Task inputs>
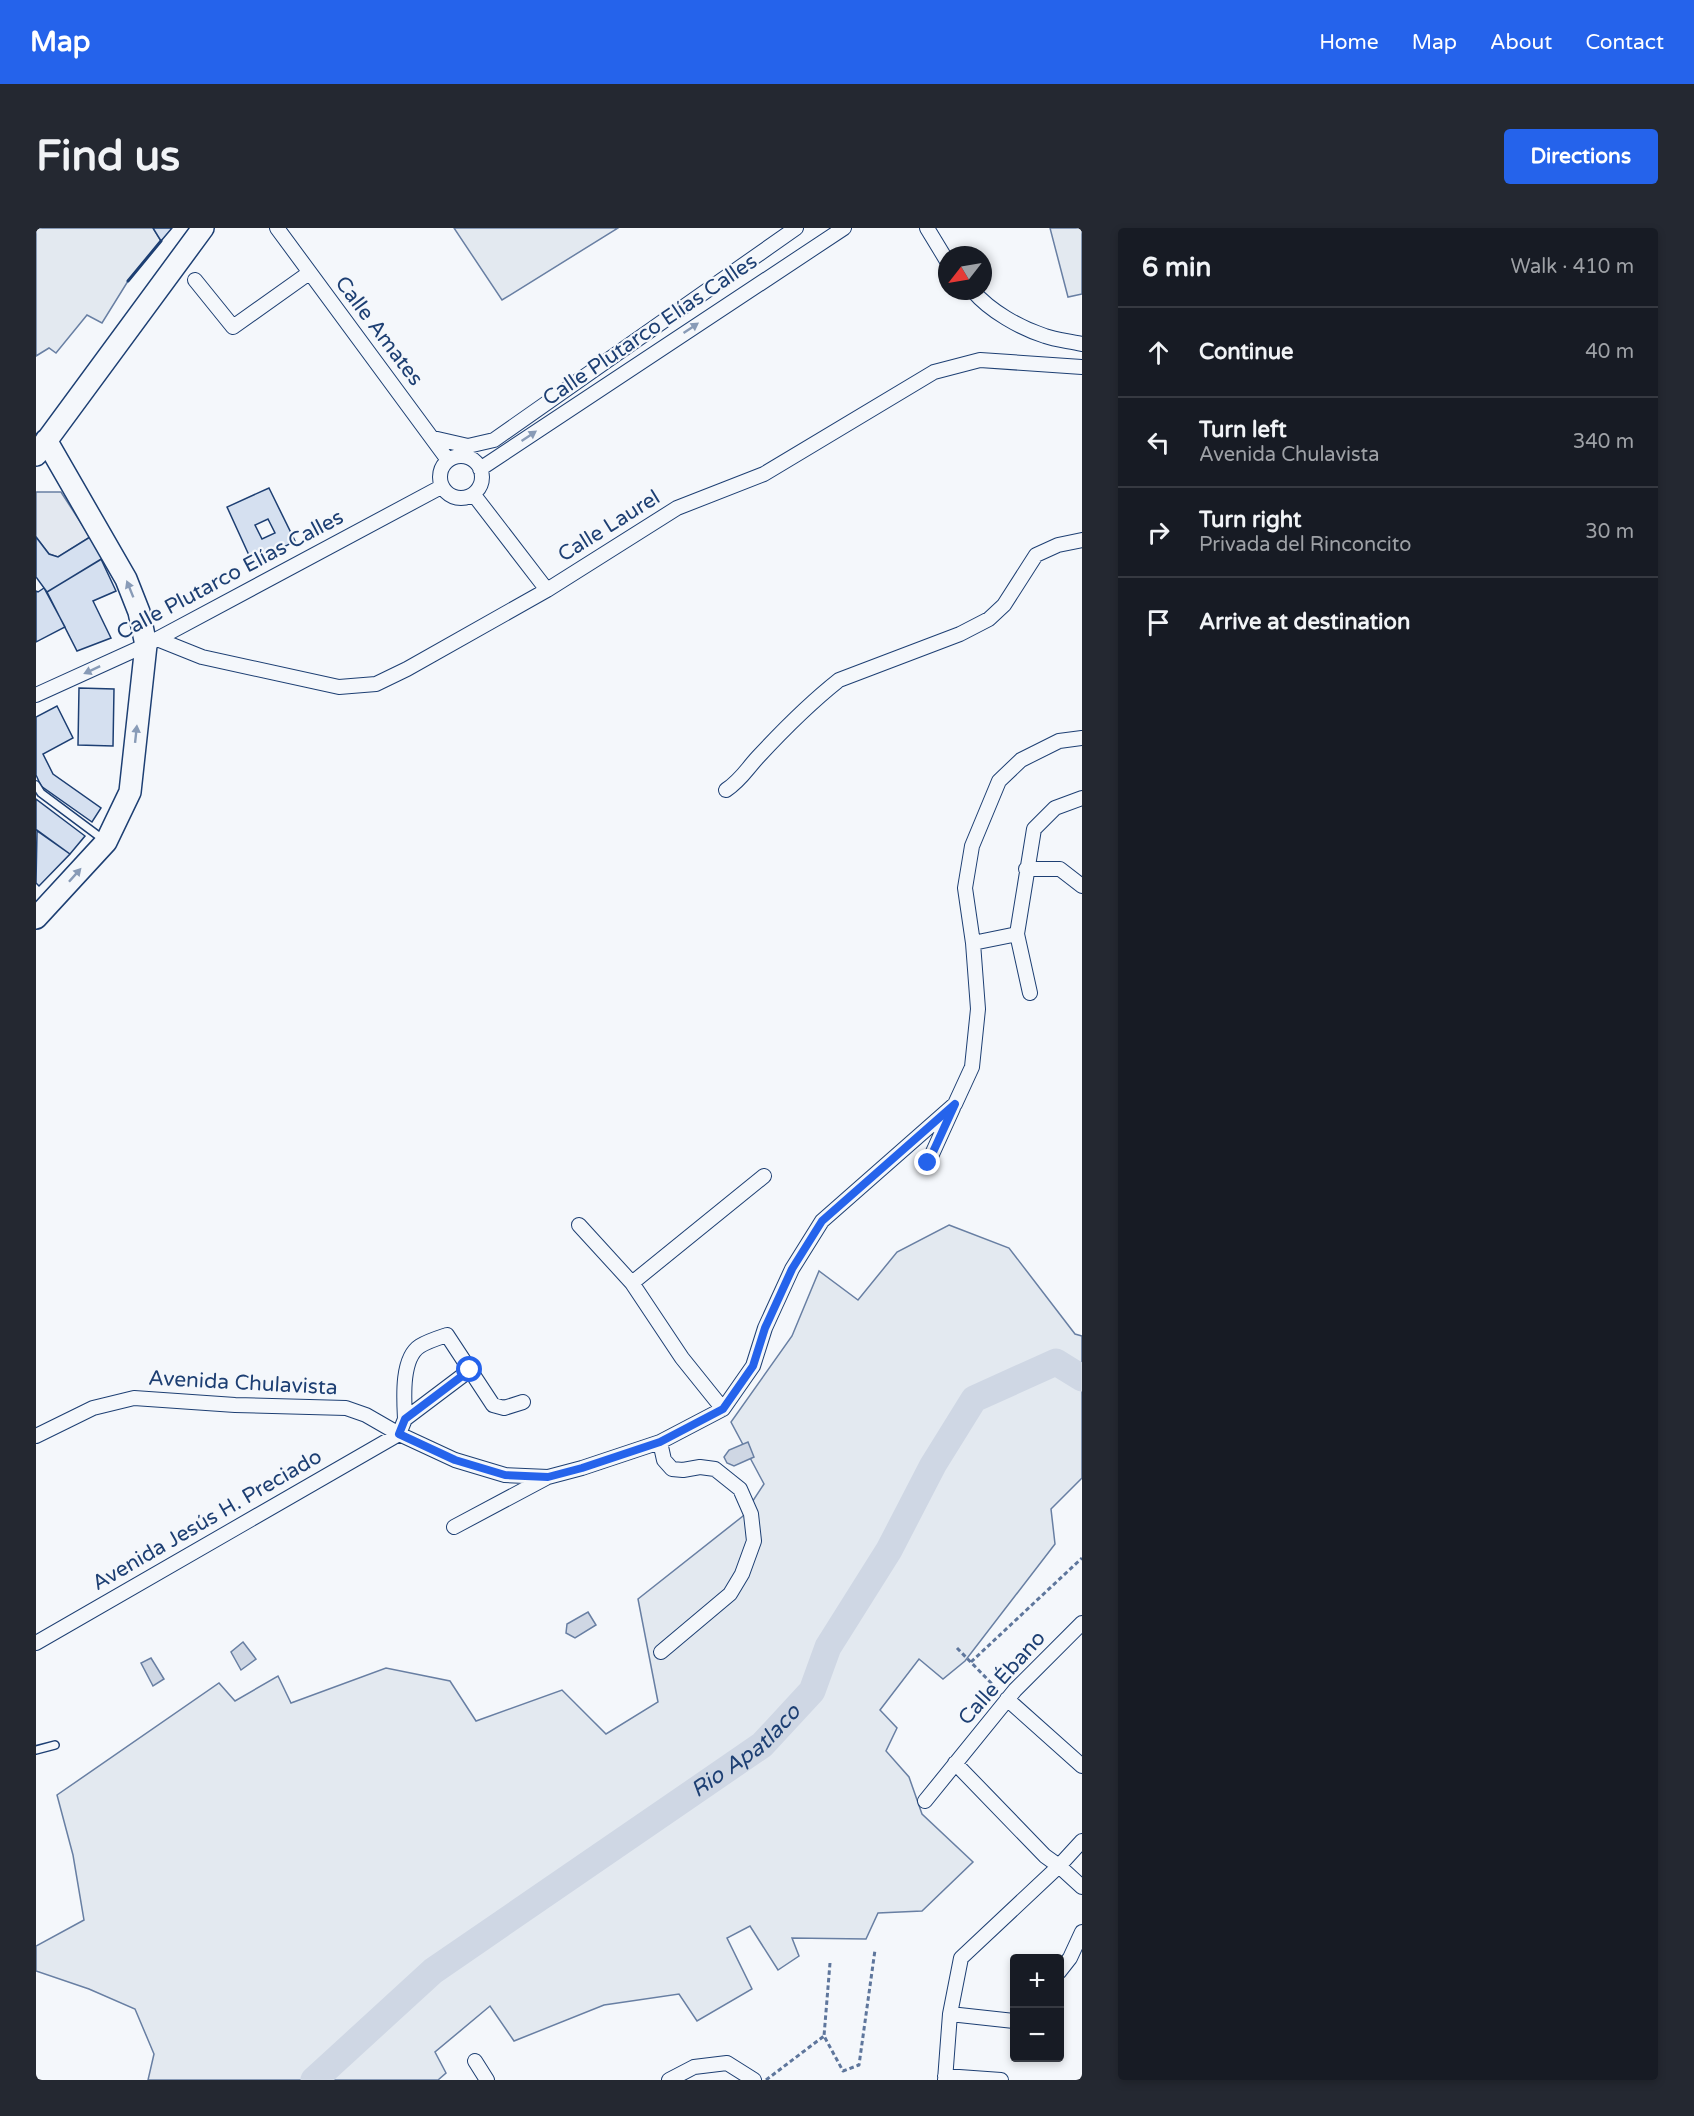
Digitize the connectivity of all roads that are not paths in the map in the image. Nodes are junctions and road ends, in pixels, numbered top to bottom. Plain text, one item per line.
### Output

--

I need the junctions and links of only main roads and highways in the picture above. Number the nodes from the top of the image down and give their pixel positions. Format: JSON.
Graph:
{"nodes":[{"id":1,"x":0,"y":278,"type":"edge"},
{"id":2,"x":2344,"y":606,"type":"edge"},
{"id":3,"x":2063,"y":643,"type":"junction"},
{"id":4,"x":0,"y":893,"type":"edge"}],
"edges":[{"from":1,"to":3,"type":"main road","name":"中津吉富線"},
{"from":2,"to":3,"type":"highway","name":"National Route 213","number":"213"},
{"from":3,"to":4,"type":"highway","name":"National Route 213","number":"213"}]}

Your goal> All lines in the records with the string "roads" should be copied out.

Solution>
Digitize the connectivity of all roads that are not paths in the map in the image. Nodes are junctions and road ends, in pixels, numbered top to bottom. Plain text, one item per line.
I need the junctions and links of only main roads and highways in the picture above. Number the nodes from the top of the image down and give their pixel positions. Format: JSON.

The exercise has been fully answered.